One of the most helpful steps I took was joining the Society of Children’s Book Writers and Illustrators (SCBWI). A local SCBWI writers’ group offered lots of constructive criticism.
Through SCBWI, I learned about the Writing4Kids Advanced Online Class: http://www.sadler4kids.com/writing4kids.htm. I’m happy to share this resource because it provided the structure, creative direction and expert advice sorely needed to advance our story.
Second big mistake—No artistic experience
At the same time, I began illustrating a story that wasn’t more than an outline. Here, I claim no artistic expertise. So, I had to learn Adobe Photoshop, an amazing tool with a steep learning curve. I joined the National Association of Photoshop Professionals (NAPP): http://www.photoshopuser.com/.
I attended a NAPP workshop in New York City, read instruction books, purchased digital scrapbook kits and played with the Photoshop software.

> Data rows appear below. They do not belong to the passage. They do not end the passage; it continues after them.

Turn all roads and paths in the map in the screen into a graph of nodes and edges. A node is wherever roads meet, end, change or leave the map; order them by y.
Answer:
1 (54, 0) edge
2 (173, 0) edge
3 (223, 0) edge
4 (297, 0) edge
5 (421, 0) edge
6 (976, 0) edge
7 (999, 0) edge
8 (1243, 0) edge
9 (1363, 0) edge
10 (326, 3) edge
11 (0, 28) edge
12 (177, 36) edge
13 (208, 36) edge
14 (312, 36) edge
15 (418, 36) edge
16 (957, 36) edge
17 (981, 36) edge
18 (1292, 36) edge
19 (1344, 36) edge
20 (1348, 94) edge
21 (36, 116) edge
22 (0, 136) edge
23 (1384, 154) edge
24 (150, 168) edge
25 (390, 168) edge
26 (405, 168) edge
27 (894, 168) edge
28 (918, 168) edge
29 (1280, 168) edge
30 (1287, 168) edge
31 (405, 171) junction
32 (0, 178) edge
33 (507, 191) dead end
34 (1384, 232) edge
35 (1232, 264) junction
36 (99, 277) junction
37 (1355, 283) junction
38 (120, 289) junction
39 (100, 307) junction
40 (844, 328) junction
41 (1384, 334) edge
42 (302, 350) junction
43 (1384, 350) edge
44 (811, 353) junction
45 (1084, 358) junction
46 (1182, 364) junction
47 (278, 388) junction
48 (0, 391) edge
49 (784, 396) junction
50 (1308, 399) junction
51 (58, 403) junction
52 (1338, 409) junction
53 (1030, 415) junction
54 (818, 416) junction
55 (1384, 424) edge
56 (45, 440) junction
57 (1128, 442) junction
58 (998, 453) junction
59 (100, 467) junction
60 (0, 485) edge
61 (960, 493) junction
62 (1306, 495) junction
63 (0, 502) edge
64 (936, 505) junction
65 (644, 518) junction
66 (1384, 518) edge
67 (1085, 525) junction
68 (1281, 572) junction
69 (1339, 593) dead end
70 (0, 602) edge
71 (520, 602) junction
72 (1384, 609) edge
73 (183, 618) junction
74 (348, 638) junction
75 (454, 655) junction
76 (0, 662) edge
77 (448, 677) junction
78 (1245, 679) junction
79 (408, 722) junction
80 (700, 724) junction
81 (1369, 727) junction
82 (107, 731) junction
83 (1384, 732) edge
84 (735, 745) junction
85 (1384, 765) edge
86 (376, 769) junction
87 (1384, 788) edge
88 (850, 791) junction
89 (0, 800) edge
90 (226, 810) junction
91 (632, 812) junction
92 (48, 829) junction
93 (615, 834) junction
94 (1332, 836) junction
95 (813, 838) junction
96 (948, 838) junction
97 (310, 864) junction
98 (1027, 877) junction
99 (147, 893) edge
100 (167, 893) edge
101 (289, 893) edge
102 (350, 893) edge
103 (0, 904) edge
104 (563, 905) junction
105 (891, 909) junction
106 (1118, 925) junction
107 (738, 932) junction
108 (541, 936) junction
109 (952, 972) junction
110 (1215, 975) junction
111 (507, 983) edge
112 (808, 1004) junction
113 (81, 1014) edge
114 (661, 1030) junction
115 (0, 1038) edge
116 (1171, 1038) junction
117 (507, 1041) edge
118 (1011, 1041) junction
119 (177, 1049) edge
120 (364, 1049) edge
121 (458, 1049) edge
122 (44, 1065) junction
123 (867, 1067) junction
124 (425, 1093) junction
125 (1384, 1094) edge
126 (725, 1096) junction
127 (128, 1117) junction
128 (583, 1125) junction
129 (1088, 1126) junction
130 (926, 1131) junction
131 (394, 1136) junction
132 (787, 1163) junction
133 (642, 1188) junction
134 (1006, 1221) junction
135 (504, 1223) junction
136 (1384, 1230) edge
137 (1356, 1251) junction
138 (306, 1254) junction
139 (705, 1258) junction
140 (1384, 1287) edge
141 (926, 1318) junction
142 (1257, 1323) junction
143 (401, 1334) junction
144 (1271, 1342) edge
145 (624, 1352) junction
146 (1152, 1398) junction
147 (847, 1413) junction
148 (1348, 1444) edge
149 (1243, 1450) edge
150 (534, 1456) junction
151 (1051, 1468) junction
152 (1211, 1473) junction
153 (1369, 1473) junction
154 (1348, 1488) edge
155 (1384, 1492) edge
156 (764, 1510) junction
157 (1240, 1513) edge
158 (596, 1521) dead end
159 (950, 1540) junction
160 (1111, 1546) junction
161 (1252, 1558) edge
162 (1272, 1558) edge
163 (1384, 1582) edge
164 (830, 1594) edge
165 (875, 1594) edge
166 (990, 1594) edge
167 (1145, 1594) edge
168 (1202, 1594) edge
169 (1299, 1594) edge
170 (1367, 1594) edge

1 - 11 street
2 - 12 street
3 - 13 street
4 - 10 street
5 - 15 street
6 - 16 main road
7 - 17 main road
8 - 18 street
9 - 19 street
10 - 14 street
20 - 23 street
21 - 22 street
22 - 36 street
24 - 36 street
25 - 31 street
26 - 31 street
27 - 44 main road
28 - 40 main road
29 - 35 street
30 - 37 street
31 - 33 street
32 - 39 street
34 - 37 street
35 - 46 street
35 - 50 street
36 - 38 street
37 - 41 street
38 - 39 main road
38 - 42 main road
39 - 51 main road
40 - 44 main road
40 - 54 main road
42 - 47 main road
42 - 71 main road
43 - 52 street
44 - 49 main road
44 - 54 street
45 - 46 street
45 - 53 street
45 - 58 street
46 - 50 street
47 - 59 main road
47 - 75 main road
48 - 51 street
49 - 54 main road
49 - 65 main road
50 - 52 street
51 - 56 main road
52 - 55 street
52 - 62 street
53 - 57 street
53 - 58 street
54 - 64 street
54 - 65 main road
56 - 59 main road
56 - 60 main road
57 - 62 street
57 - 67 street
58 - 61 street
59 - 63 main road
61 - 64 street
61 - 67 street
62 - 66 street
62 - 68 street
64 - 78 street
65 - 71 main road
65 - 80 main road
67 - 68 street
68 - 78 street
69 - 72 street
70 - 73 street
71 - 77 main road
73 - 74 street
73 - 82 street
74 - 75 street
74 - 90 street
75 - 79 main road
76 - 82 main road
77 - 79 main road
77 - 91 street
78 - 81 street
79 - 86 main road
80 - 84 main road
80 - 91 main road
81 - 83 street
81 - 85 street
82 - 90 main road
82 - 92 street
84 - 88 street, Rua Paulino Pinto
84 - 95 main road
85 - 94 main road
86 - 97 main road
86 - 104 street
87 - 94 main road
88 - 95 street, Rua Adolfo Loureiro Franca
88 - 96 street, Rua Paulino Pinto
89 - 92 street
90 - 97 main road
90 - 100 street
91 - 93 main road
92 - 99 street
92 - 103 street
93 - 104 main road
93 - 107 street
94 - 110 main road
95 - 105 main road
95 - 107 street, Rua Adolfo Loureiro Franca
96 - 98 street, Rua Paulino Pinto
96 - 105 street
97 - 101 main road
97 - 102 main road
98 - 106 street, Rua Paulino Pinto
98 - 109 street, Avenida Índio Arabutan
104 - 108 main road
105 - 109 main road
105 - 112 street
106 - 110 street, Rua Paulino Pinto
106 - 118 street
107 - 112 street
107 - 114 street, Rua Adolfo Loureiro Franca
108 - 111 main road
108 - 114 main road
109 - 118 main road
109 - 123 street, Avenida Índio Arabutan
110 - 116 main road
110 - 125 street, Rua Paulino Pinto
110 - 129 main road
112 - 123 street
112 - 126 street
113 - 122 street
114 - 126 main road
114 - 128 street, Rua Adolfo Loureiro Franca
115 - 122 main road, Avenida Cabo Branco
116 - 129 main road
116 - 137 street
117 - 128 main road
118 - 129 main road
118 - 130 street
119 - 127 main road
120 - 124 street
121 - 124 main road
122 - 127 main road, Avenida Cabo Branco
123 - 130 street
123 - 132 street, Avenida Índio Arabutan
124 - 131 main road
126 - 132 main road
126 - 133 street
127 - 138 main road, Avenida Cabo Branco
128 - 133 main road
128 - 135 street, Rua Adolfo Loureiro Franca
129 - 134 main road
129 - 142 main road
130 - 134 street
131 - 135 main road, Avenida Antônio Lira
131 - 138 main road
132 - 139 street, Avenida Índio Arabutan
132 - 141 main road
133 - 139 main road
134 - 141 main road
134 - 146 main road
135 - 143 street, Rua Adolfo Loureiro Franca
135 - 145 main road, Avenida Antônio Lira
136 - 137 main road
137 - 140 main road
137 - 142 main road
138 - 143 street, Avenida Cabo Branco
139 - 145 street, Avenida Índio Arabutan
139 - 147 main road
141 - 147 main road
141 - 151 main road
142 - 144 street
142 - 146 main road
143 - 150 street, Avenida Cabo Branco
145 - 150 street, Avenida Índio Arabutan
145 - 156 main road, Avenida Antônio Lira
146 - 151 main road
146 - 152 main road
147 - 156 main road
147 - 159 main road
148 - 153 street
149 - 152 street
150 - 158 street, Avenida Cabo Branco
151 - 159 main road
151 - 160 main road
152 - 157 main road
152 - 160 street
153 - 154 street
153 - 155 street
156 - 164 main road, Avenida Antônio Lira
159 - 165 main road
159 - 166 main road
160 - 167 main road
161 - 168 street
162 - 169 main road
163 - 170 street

To my great surprise, a “style” began to emerge. I didn’t realize it then, but the technique was already established—“digital photo collage.” I searched bookstores and libraries for children’s books using this approach, but found almost nothing. My computer became my canvas. Gradually, I gained a basic enough level of competence, something like learning how to be “conversational” in a new and difficult language.